◆ TASK STATEMENT: An exact restatement of the data is required, with the images omitted.

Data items
# # #
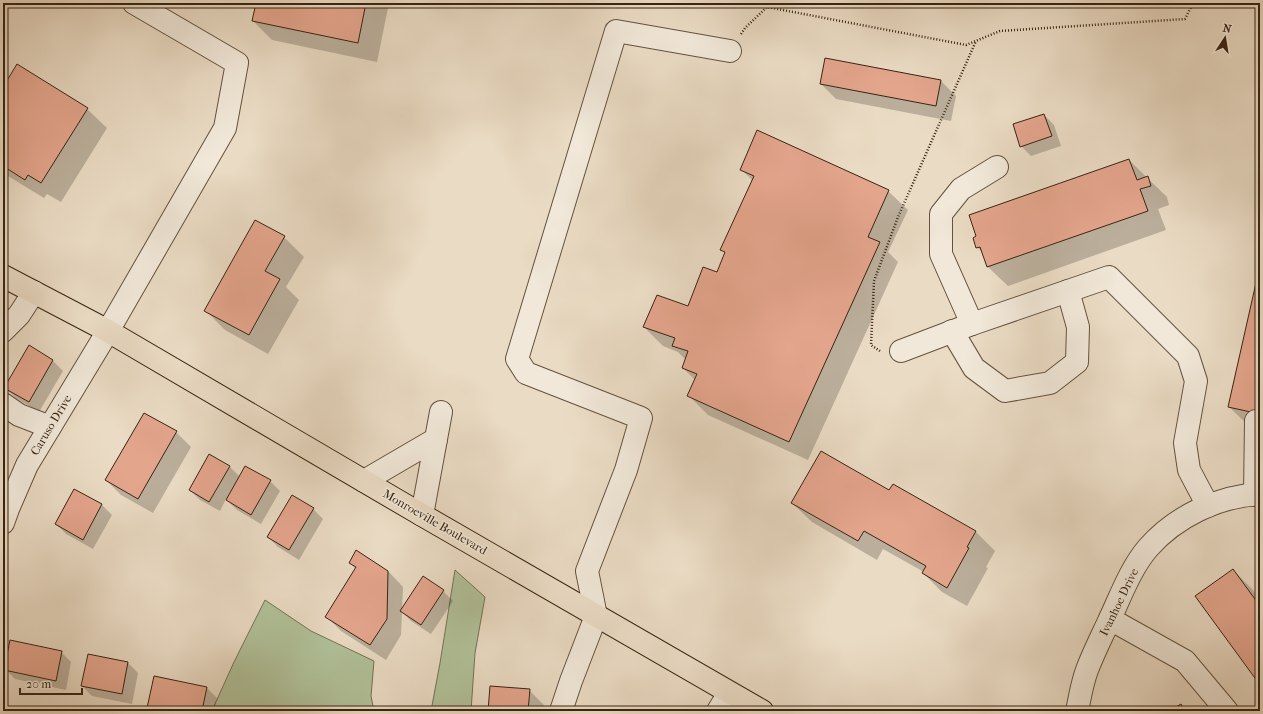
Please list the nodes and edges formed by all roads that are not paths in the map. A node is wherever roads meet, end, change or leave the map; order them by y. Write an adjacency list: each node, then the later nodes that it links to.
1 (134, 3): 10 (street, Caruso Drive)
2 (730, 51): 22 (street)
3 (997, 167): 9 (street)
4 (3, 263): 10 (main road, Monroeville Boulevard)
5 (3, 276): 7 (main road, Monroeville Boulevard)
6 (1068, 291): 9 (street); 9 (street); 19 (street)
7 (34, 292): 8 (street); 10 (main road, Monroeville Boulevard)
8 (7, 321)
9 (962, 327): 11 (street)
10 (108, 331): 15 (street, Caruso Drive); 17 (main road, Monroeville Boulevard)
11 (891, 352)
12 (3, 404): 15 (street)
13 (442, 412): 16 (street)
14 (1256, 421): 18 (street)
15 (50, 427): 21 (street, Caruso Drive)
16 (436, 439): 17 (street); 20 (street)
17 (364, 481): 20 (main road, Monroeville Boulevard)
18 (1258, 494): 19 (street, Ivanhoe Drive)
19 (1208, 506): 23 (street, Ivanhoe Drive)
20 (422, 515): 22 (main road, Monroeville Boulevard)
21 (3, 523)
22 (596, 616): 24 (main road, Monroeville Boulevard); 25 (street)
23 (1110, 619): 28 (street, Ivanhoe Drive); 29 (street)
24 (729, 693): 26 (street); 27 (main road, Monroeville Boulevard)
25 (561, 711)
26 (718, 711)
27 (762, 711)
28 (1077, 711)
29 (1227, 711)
# # #
◆ EXERCISE ANSWER:
Please list the nodes and edges formed by all roads that are not paths in the map. A node is wherever roads meet, end, change or leave the map; order them by y. Write an adjacency list: each node, then the later nodes that it links to.
1 (134, 3): 10 (street, Caruso Drive)
2 (730, 51): 22 (street)
3 (997, 167): 9 (street)
4 (3, 263): 10 (main road, Monroeville Boulevard)
5 (3, 276): 7 (main road, Monroeville Boulevard)
6 (1068, 291): 9 (street); 9 (street); 19 (street)
7 (34, 292): 8 (street); 10 (main road, Monroeville Boulevard)
8 (7, 321)
9 (962, 327): 11 (street)
10 (108, 331): 15 (street, Caruso Drive); 17 (main road, Monroeville Boulevard)
11 (891, 352)
12 (3, 404): 15 (street)
13 (442, 412): 16 (street)
14 (1256, 421): 18 (street)
15 (50, 427): 21 (street, Caruso Drive)
16 (436, 439): 17 (street); 20 (street)
17 (364, 481): 20 (main road, Monroeville Boulevard)
18 (1258, 494): 19 (street, Ivanhoe Drive)
19 (1208, 506): 23 (street, Ivanhoe Drive)
20 (422, 515): 22 (main road, Monroeville Boulevard)
21 (3, 523)
22 (596, 616): 24 (main road, Monroeville Boulevard); 25 (street)
23 (1110, 619): 28 (street, Ivanhoe Drive); 29 (street)
24 (729, 693): 26 (street); 27 (main road, Monroeville Boulevard)
25 (561, 711)
26 (718, 711)
27 (762, 711)
28 (1077, 711)
29 (1227, 711)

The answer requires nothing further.